Taxonomic research is an important activity, and species lists have a role in raising its visibility and a responsibility to credit those who contribute to their construction.

  • Goal: For each taxonomic sector, taxonomic contributors and preferably also developers and data managers should be identified and acknowledged through structured metadata in forms that support accurate citation and acknowledgments for each data record.

  • Minimum: For each taxonomic sector, metadata includes clear identification of all taxonomic contributors to the dataset.

12. Global representation

Taxonomy is a global science with global use, so species lists should incorporate the perspectives of taxonomists working in every region.

  • Goal: The taxonomic community for each sector includes representatives from most regions where the taxonomic group occurs and is studied.

  • Minimum: The taxonomic community for each sector offers access for taxonomists from any part of the world to contribute and influence taxonomic decisions.

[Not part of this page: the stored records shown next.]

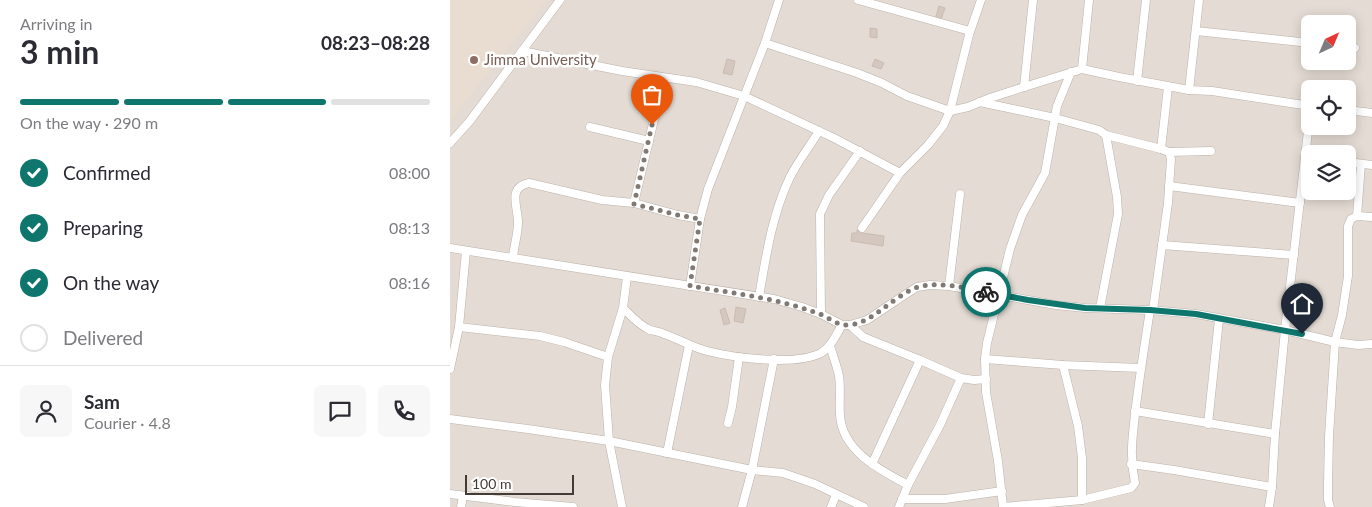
<!DOCTYPE html>
<html lang="en">
<head>
<meta charset="utf-8">
<style>
	body { margin:0; font-family:Lato,sans-serif; background:#f7f7f7; color:#2b2b33; height:100vh; display:flex; flex-direction:column; font-size:19px; white-space:nowrap }
	* { box-sizing:border-box; margin:0 }
	p { font-size:16px; color:#7c7c81 }
	.icon { flex:none; width:28px; height:28px; fill:none; stroke:currentColor; stroke-width:2; stroke-linecap:round; stroke-linejoin:round }
	.map { position:relative; flex:1; overflow:hidden }
	.side { display:flex; flex-direction:column; background:#fff; width:450px }
	.side>* { flex:none }
	.needle { width:32px; rotate:44deg }
	.controls { position:absolute; left:851px; top:15px; display:grid; gap:10px }
	.controls a { display:grid; place-items:center; width:55px; height:55px; border-radius:8px; background:#fff; box-shadow:0 2px 12px #0003; font-size:25px }
	.scale { position:absolute; left:15px; bottom:12px; width:109px; box-sizing:border-box; padding-left:5px; border:2px solid #433b36; border-top:0; font-size:14px; line-height:18px; white-space:nowrap; color:#433b36; -webkit-text-stroke:4px #fff; paint-order:stroke }
	.pin { position:absolute; display:grid; place-items:center; width:42px; height:42px; color:#fff; margin:-51px -21px; border-radius:50% 50% 50% 0; rotate:-45deg; box-shadow:0 0 5px #0007 }
	.pin .icon { rotate:45deg }
	.courier { position:absolute; display:grid; place-items:center; width:50px; height:50px; margin:-25px; border:4px solid #0f766e; border-radius:50%; background:#fff; color:#222; box-shadow:0 1px 6px #0007 }
	.headline em { font-style:normal; font-weight:700 }
	.headline div { display:flex; flex-direction:column-reverse }
	.headline { display:flex; align-items:center; justify-content:space-between; height:85px; padding:0 20px }
	h1 { font-size:32px; font-weight:700; line-height:38px }
	.bar { display:grid; grid-template-columns:repeat(4,1fr); gap:8px 5px; align-content:center; height:60px; padding:0 20px }
	.bar i { height:6px; border-radius:4px; background:#e1e1e2 }
	.bar .active { background:#0f766e }
	.bar p { grid-column:span 4 }
	.line { display:flex; align-items:center; gap:12px; padding:0 20px; border-top:1px solid #e1e1e2 }
	.line div { flex:1 }
	.round { display:grid; place-items:center; flex:none; width:52px; height:52px; border-radius:8px; background:#f7f7f7 }
	ol { padding:0 20px; list-style:none }
	li { display:flex; align-items:center; gap:15px; height:55px }
	li p { margin-inline-start:auto }
	li .icon { padding:5px; border-radius:50%; background:#0f766e; color:#fff; stroke-width:4 }
	li:last-child { color:#7c7c81 }
	li i { width:28px; height:28px; border:2px solid #e1e1e2; border-radius:50% }
	main { display:flex; flex:1; min-height:0 }
	.map>svg:first-child { display:block }
	.residential { fill:#e4dcd4; fill-rule:evenodd }
	.education { fill:#e9ddd1 }
	.building { fill:#d4c7bf; stroke:#cbbbb0 }
	.lines { fill:none; stroke-linecap:round; stroke-linejoin:round }
	.minor-casing { stroke:#bbb1a9; stroke-width:9 }
	.minor { stroke:#fff; stroke-width:8 }
	.done { stroke:#807974; stroke-width:5; stroke-dasharray:0 9 }
	.route { stroke:#0f766e; stroke-width:6 }
	.education-dot { fill:#8d6e63; stroke:#fff; stroke-width:2 }
	.labels { text-anchor:middle; stroke-width:5; stroke-linejoin:round; paint-order:stroke }
	.education-label { font-size:15px; fill:#785e54; stroke:#fff; text-anchor:start }
</style>
</head>
<body>
<main>
<section class="side">
<div class="headline"><div><h1>3 min</h1><p>Arriving in</p></div><em>08:23–08:28</em></div>
<div class="bar"><i class="active"></i><i class="active"></i><i class="active"></i><i></i><p>On the way · 290 m</p></div>
<ol>
<li><svg class="icon" aria-label="check" viewBox="0 0 24 24"><path d="M5 12l5 5 9-10"/></svg>Confirmed<p>08:00</p></li>
<li><svg class="icon" aria-label="check" viewBox="0 0 24 24"><path d="M5 12l5 5 9-10"/></svg>Preparing<p>08:13</p></li>
<li><svg class="icon" aria-label="check" viewBox="0 0 24 24"><path d="M5 12l5 5 9-10"/></svg>On the way<p>08:16</p></li>
<li><i></i>Delivered</li>
</ol>
<div class="line" style="height:90px"><a class="round"><svg class="icon" aria-label="person" viewBox="0 0 24 24"><circle cx="12" cy="8" r="4"/><path d="M4 21q1-7 8-7t8 7"/></svg></a><div><b>Sam</b><p>Courier · 4.8</p></div><a class="round"><svg class="icon" aria-label="chat" viewBox="0 0 24 24"><path d="M4 5h16v11H9l-5 4z"/></svg></a><a class="round"><svg class="icon" aria-label="phone" viewBox="0 0 24 24"><path d="M5 4h4l2 5-3 2q2 4 5 5l2-3 5 2v4C11 20 4 13 5 4z"/></svg></a></div>
</section>
<div class="map">
<svg width="922" height="507" viewBox="0 0 922 507">
	<rect width="100%" height="100%" fill="#f1ebe6"/>
	<path class="residential" d="M0,0H922V507H0ZM860,24H898V61H860ZM860,89H898V126H860ZM860,154H898V191H860Z"/>
	<polygon class="education" points="0,0 97,0 0,120"/>
	<g class="building">
		<polygon points="489,6 495,8 490,22 485,20"/>
		<polygon points="420,28 427,29 427,38 420,37"/>
		<polygon points="277,59 285,61 282,75 273,73"/>
		<polygon points="425,59 434,63 431,69 422,66"/>
		<polygon points="407,230 412,231 412,233 434,236 433,246 401,241 402,233 407,233"/>
		<polygon points="286,307 296,309 293,323 284,321"/>
		<polygon points="275,308 280,323 274,325 270,310"/>
	</g>
	<g class="lines">
		<defs>
			<g id="minor">
				<polyline points="408,0 520,31"/>
				<polyline points="746,31 860,43"/>
				<polyline points="315,43 407,73 432,83 457,96 500,111 518,107 540,98 574,87 632,69 669,77 739,90 762,91 860,106"/>
				<polyline points="898,47 905,48"/>
				<polyline points="72,51 172,71 246,82 294,96 384,138 450,173"/>
				<polyline points="632,69 639,0"/>
				<polyline points="687,81 696,0"/>
				<polyline points="574,87 583,0"/>
				<polyline points="739,90 749,0"/>
				<polyline points="530,102 605,118 649,130 656,135 711,149 719,152 761,151"/>
				<polyline points="898,110 922,113"/>
				<polyline points="140,127 199,141"/>
				<polyline points="0,143 19,122 110,0"/>
				<polyline points="711,149 718,87"/>
				<polyline points="898,162 922,165"/>
				<polyline points="719,186 850,203"/>
				<polyline points="184,203 214,78"/>
				<polyline points="907,216 911,164"/>
				<polyline points="412,228 450,173 478,145 493,126 500,111 519,35 531,0"/>
				<polyline points="712,245 844,255"/>
				<polyline points="0,248 324,299 352,307 371,314 392,325 400,325 417,320 456,294 467,287 480,285 499,286 606,305 635,308 700,310 746,314 835,330 885,342 908,345 922,344"/>
				<path d="M63,257C64,246 68,234 68,222C68,207 57,187 79,183L152,200L184,203L228,215L250,219"/>
				<polyline points="240,286 250,219 258,189 315,43 329,0"/>
				<polyline points="499,286 510,194"/>
				<path d="M309,297C316,256 322,215 340,177C348,161 360,146 369,131"/>
				<path d="M173,308C181,316 189,325 200,330C204,331 210,332 214,334C229,339 242,347 257,351C285,358 345,366 371,353C381,347 386,335 392,325"/>
				<polyline points="650,308 668,214 667,197 656,135"/>
				<polyline points="703,310 718,203 721,159 719,152"/>
				<polyline points="371,314 370,214 379,195 410,151"/>
				<polyline points="400,325 413,337 470,360 511,378 524,380 536,379"/>
				<polyline points="9,327 90,336 114,342 158,357"/>
				<path d="M380,346C383,356 387,366 389,376C391,389 389,402 390,415C392,451 430,470 458,485"/>
				<polyline points="535,359 613,365 690,368"/>
				<polyline points="613,365 628,426 632,458 632,500"/>
				<polyline points="0,369 9,327 16,251"/>
				<polyline points="685,411 825,434"/>
				<polyline points="0,419 78,429 159,441 302,470 333,473 365,484 414,507"/>
				<polyline points="278,423 282,407 289,357"/>
				<polyline points="758,424 769,319"/>
				<polyline points="217,453 239,345"/>
				<polyline points="422,464 470,360"/>
				<polyline points="681,464 724,470 822,487"/>
				<polyline points="0,494 65,502 123,507"/>
				<polyline points="452,499 495,499 552,491"/>
				<polyline points="11,507 13,496"/>
				<polyline points="172,507 159,441 155,385 158,357 173,308 177,277"/>
				<polyline points="292,507 302,470 324,359"/>
				<polyline points="381,507 386,495"/>
				<polyline points="449,507 458,485 490,425 511,378"/>
				<polyline points="553,507 548,461 536,392 535,359 537,343 560,249 572,215 595,173 607,106 621,72"/>
				<path d="M553,507L632,500L681,488L685,483C679,454 683,434 686,406C690,374 695,342 700,310"/>
				<polyline points="819,507 822,487 825,434 835,330 860,114"/>
				<polyline points="880,507 878,500 878,483 879,436 885,342 892,315 898,276 898,226 901,219 907,216 922,217"/>
			</g>
		</defs>
		<use href="#minor" class="minor-casing"/>
		<use href="#minor" class="minor"/>
	</g>
	<g class="lines">
		<path class="done" d="M202,125L184,204L228,215L250,219L240,286C283,293 326,298 367,313C377,316 387,326 398,325C413,324 424,315 435,307C445,300 456,291 468,287C488,281 516,288 536,292"/>
		<polyline class="route" points="536,292 578,300 635,308 700,310 746,314 852,334"/>
	</g>
	<circle class="education-dot" cx="24" cy="60" r="5"/>
	<g class="labels">
		<g class="education-label">
			<text x="34" y="65">Jimma University</text>
		</g>
	</g>
</svg>
<div class="controls">
<a><svg class="needle" viewBox="-14 -14 28 28"><path d="M0-13l5 13h-10z" fill="#e53935"/><path d="M0 13l5-13h-10z" fill="#7c7c81"/></svg></a>
<a><svg class="icon" aria-label="locate" viewBox="0 0 24 24"><circle cx="12" cy="12" r="6"/><path d="M12 2v4M12 18v4M2 12h4M18 12h4"/></svg></a>
<a><svg class="icon" aria-label="layers" viewBox="0 0 24 24"><path d="M12 4l9 5-9 5-9-5zM3 14l9 5 9-5"/></svg></a>
</div>
<div class="scale">100 m</div>
<div class="pin" style="left:202px;top:125px;background:#ea580c"><svg class="icon" aria-label="bag" viewBox="0 0 24 24"><path d="M5 8h14l-1 12H6zM9 8a3 3 0 0 1 6 0"/></svg></div>
<div class="pin" style="left:852px;top:334px;background:#1f2937"><svg class="icon" aria-label="home" viewBox="0 0 24 24"><path d="M3 11l9-7 9 7M6 9v11h12V9"/></svg></div>
<div class="courier" style="left:536px;top:292px"><svg class="icon" aria-label="bike" viewBox="0 0 24 24"><circle cx="6" cy="16" r="4"/><circle cx="18" cy="16" r="4"/><path d="M6 16l4-8h5l3 8M10 8l3 8H6M13 5h3"/></svg></div>
</div>
</main>
</body>
</html>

13. Monitoring and reporting

The taxonomic community responsible for each sector reports annually on the state of its list.

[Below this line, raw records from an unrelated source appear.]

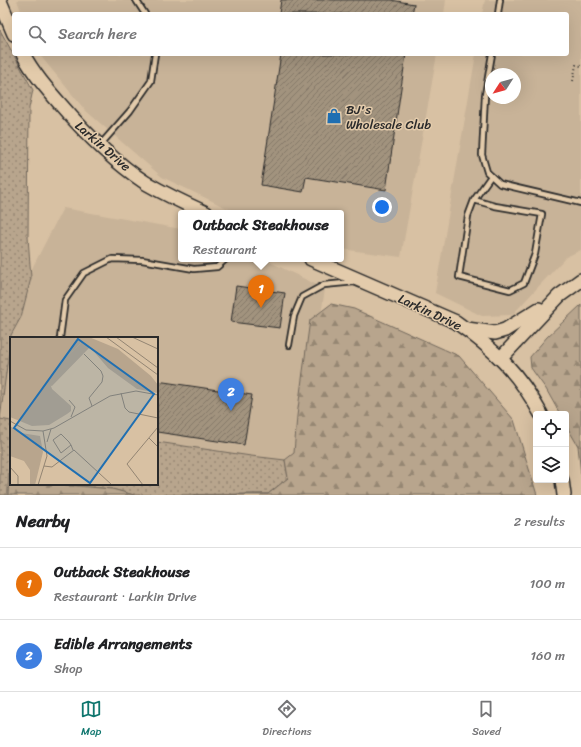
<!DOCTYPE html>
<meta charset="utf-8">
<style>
body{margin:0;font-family:Sriracha,sans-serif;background:#f6f6f6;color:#202124}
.controls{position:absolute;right:12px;bottom:12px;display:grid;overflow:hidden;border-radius:4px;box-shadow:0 4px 16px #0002}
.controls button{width:36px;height:36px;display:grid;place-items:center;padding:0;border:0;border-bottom:1px solid #e0e0e0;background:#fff;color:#202124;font:20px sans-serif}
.compass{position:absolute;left:485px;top:68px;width:36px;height:36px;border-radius:50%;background:#fff;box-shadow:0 4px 16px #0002;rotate:234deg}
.you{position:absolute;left:382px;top:207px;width:14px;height:14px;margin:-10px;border:3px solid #fff;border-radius:50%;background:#1a73e8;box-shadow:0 0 0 6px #1a73e833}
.badge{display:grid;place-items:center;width:26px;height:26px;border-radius:50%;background:#0f766e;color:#fff;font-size:13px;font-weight:700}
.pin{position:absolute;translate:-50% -33px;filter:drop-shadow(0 1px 2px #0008)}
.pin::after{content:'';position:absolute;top:21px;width:14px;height:12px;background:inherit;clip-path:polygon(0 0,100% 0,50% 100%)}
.popup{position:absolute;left:178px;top:210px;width:166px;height:52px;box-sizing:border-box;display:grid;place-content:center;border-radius:4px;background:#fff;filter:drop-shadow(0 1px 3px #0005);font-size:13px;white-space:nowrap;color:#757577}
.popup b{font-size:15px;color:#202124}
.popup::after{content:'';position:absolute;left:50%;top:100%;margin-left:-8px;border:8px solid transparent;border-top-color:#fff}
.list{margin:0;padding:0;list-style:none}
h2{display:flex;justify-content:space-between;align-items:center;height:52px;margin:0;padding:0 16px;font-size:17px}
h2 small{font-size:13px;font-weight:400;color:#757577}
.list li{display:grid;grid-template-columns:26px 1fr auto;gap:12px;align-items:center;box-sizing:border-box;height:72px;padding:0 16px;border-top:1px solid #e0e0e0}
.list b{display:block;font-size:15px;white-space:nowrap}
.list p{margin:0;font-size:13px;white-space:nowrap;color:#757577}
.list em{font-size:13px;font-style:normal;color:#757577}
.icon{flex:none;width:22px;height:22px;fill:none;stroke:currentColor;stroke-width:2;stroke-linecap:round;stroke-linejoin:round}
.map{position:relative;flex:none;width:581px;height:495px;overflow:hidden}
.search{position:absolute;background:#fff;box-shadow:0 4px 16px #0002;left:12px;right:12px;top:12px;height:44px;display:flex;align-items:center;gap:10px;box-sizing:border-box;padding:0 14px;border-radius:4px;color:#757577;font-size:15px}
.sheet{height:196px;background:#fff}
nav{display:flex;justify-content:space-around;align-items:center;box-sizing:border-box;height:56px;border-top:1px solid #e0e0e0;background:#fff;font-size:11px;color:#757577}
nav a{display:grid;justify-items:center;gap:2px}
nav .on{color:#0f766e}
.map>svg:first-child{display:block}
.built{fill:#c8b398;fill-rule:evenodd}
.grass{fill:url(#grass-dots);stroke:#72685c}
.forest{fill:url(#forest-firs);stroke:#72685c}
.building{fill:url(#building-hatch);stroke:#2b2b2b}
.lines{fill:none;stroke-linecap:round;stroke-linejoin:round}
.lane-casing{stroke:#2b2b2b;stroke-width:8}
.secondary-casing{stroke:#2b2b2b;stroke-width:16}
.path{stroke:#2b2b2b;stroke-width:2;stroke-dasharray:1 3;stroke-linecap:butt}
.lane{stroke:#e3cbab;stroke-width:4.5}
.secondary{stroke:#e3cbab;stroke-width:13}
.labels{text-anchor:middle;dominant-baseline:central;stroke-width:3;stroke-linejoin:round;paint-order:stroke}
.poi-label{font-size:13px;fill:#2b2b2b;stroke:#e3cbab;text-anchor:start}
.street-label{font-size:13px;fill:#2b2b2b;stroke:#e3cbab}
.inset-road{fill:none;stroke:#938573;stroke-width:1}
.view{fill:#1f6fb2;fill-opacity:0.15;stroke:#1f6fb2;stroke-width:2}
.inset-edge{fill:none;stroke:#2b2b2b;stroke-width:2}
</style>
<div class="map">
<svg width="581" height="495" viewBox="0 0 581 495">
<defs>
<pattern id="grass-dots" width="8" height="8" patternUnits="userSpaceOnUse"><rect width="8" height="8" fill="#b8a58d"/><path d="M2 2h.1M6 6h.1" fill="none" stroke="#968773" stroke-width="1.8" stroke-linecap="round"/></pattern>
<pattern id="forest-firs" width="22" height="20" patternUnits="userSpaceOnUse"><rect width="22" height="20" fill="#b8a58d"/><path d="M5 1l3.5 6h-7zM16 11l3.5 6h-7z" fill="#968773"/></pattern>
<pattern id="building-hatch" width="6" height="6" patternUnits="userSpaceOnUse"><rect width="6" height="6" fill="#a2937e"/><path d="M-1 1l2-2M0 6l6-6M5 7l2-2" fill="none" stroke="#847867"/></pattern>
</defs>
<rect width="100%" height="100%" fill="#d8c1a3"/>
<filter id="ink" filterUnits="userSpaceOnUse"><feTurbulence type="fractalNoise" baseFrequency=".025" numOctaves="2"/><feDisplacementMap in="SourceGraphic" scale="8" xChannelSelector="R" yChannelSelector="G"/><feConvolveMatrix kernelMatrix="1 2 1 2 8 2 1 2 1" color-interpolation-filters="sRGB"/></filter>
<g filter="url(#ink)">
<g class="built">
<polygon points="17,0 446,0 444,14 22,14"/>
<path d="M 485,0 L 581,0 L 581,250 L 566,257 L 512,315 L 482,316 L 435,293 L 476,54 L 567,54 L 567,14 L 482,14 ZM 491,74 L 515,74 L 515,98 L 491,98 Z"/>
<polygon points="39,54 437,54 401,257 341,249 341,213 237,213 162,177 85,110"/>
<polygon points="63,208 181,229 181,259 264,259 325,289 297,467 157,449 157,338 11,338 11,430 0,428 0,349 2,327"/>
</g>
<g class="grass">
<polygon points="0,30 33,90 29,108 28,237 31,278 21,317 11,335 0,419 11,421 11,469 9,470 8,495 0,495"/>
<polygon points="157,442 251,456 285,460 288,478 268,494 134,495 112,489 55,484 157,484"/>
</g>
<g class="forest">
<polygon points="331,304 354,309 459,356 514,420 537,495 194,495 268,494 288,478 285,460 294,453 297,416 310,320"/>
<polygon points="581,305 581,474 578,446 566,425 566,414 560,414 546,389 531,368 530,357 547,337"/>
<polygon points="9,469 11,469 11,484 55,484 112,489 134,495 8,495"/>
</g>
<g class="building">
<polygon points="281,0 391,0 414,4 412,14 279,14"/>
<polygon points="281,54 406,54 386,190 306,177 303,192 261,185"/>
<polygon points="236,286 285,293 280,328 231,322"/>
<polygon points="157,381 252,395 244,445 157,432"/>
</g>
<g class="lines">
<g class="lane-casing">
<g id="lane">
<polyline points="136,0 145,14"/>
<polyline points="498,14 500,0"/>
<polyline points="492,54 485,95 482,155 487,172 500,184 581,203"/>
<polyline points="101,144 130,111 151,81 155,54"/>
<polyline points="474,200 495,206 542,214 535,254 524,283 510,290 459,277 468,216 474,200 491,176"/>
<polyline points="60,338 65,300 84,273 112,259 142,260 194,269 217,267 226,259"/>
<polyline points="289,345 294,316 302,297 324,285 355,282"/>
</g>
</g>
<g class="secondary-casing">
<g id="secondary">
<polyline points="0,1 14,34"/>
<path d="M 23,54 C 33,73 47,89 61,105 C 86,134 114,162 146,183 C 165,194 186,204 206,213"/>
<path d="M 311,259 L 456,322 C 493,348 519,373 541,414"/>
<polyline points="467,329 495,333 505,330 539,309"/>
<polyline points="501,358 559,296 581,280"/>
<polyline points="562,480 564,495"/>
</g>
</g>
<polyline class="path" points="573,81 576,65 581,66"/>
<use href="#lane" class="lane"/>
<use href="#secondary" class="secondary"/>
</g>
</g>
<defs>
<g id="shop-bare" transform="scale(1.2)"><path d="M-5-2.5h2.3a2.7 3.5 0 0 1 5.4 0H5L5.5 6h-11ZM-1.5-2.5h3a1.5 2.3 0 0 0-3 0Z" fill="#1f6fb2" stroke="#e3cbab" stroke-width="2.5" paint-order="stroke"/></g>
</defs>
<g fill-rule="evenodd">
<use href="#shop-bare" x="334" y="116"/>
</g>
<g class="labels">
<g class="poi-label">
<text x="346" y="109">BJ's<tspan x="346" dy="15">Wholesale Club</tspan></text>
</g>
<g class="street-label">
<text transform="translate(103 146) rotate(41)">Larkin Drive</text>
<text transform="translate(430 312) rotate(25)">Larkin Drive</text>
</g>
</g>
<g transform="translate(10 337)">
<rect width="148" height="148" fill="#d8c1a3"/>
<path d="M 64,0 L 79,0 L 108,12 L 141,39 L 148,48 L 148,56 L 127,52 L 98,31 L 80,10 L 42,49 L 39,48 L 39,43 L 50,26 L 71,6 Z" fill="#b8a58d"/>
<path d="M 0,0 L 64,0 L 71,6 L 50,26 L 39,43 L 42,52 L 61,69 L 61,74 L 57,77 L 39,88 L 22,89 L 0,80 ZM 0,89 L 11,96 L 30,99 L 33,115 L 25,148 L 20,148 L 20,133 L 14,124 L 0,119 Z" fill="#b8a58d"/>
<path class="inset-road" d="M 96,0 L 148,38M 106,0 L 148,31M 122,0 L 148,12M 74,17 L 91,34 L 93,39 L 92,45 L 79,61 L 82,69M 111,56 L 115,71 L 119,75 L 148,81M 59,63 L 65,70 L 61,80M 0,84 L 16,93 L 33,94 L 44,91 L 100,59 L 126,54 L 148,58M 139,101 L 148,110M 37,105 L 41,92M 61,108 L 51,116 L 43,103 L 51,97 L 59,105 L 61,108 L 63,113M 34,129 L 42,130 L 64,113 L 102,148M 0,130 L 8,139 L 8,148M 28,148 L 37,119 L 33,94M 133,148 L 117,127 L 148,90"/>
<path class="view" d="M 68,2 L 144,57 L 80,146 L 4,91 Z"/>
<rect width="148" height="148" class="inset-edge"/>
</g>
</svg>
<div class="controls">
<button><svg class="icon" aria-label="locate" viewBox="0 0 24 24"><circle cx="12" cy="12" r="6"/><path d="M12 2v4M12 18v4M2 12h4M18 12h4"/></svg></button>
<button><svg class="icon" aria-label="layers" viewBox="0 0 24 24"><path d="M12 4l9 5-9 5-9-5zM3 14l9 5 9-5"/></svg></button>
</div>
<svg class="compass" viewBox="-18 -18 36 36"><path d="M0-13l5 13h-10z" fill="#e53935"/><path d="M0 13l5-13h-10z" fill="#757577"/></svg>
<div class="you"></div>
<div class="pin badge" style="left:261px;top:308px;background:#e8710a">1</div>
<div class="popup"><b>Outback Steakhouse</b>Restaurant</div>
<div class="pin badge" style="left:231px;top:411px;background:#3f7fe0">2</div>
<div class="search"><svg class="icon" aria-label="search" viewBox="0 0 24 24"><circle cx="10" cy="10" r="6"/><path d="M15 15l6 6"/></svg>Search here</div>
</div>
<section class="sheet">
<h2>Nearby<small>2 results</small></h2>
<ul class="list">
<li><span class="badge" style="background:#e8710a">1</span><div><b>Outback Steakhouse</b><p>Restaurant · Larkin Drive</p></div><em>100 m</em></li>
<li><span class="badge" style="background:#3f7fe0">2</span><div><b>Edible Arrangements</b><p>Shop</p></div><em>160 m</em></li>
</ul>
</section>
<nav>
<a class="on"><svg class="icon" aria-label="map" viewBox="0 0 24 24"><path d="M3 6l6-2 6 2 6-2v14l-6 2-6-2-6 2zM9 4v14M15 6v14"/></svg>Map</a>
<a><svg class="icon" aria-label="directions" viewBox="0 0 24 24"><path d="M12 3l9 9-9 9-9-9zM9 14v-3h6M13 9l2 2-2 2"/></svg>Directions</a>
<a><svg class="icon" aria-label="saved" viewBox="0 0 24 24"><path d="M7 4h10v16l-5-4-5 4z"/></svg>Saved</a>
</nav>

  • Goal: Each taxonomic community reports annually on the state of its list and its list governance, following a simple protocol.

  • Minimum: The taxonomic community for each sector has a baseline assessment of its list quality and the processes used to derive it.

Call to action

Building COL has been a lengthy effort and work continues to deliver the vision of the founding partners. However, the centrality of this information to all biological sciences and the urgency of delivering the information necessary for a sustainable future on Earth make it imperative that we deliver a resource that is effectively complete and readily maintained and corrected over time.

In 2018, GBIF convened the second Global Biodiversity Informatics Conference (GBIC2) in Copenhagen. This led to a call for all stakeholders with an interest in biodiversity—for science, conservation, sustainability, and human welfare—to collaborate around a Call to Action (GBIF, 2018) for an alliance for biodiversity knowledge. COL was identified early as a key example of a collaborative effort that depends on and demonstrates the goals and vision for this alliance.

In this spirit, and recognising that we all have much still to improve and that success will be enhanced from greater openness and collaboration, we urge all taxonomists to work with us to build the best possible checklist of the world’s species, and all governments, non-government organisations, and other parties that depend on biodiversity knowledge to support and build on this activity. Recent developments in the tools and processes used within COL will ensure that efforts to improve the COL Checklist will contribute cumulatively to delivering a constantly improving resource important to countless users.

COL seeks the involvement of all who work in the field of taxonomy to ensure the completeness of the checklist, to verify the quality of the data records, and to work with colleagues to develop the best possible consensus perspectives and to document areas of uncertainty and disagreement.

COL urges taxonomic institutions to encourage and support the work of taxonomists in producing or contributing to GSDs as part of the role associated with their positions, with an adequate allocation of time and appropriate recognition for these efforts, even when not associated with traditional publications.

COL seeks the engagement of all who work to conserve, manage, and use biodiversity to review the current COL Checklist and to engage with the COL community to ensure that it delivers its information and products in a form that meets the needs of all parties.

COL also urges all parties to recognise the importance of taxonomic knowledge for humankind to interact in positive ways with the natural world and encourages all funding bodies to support the work of taxonomists in delivering this knowledge openly and freely for us all.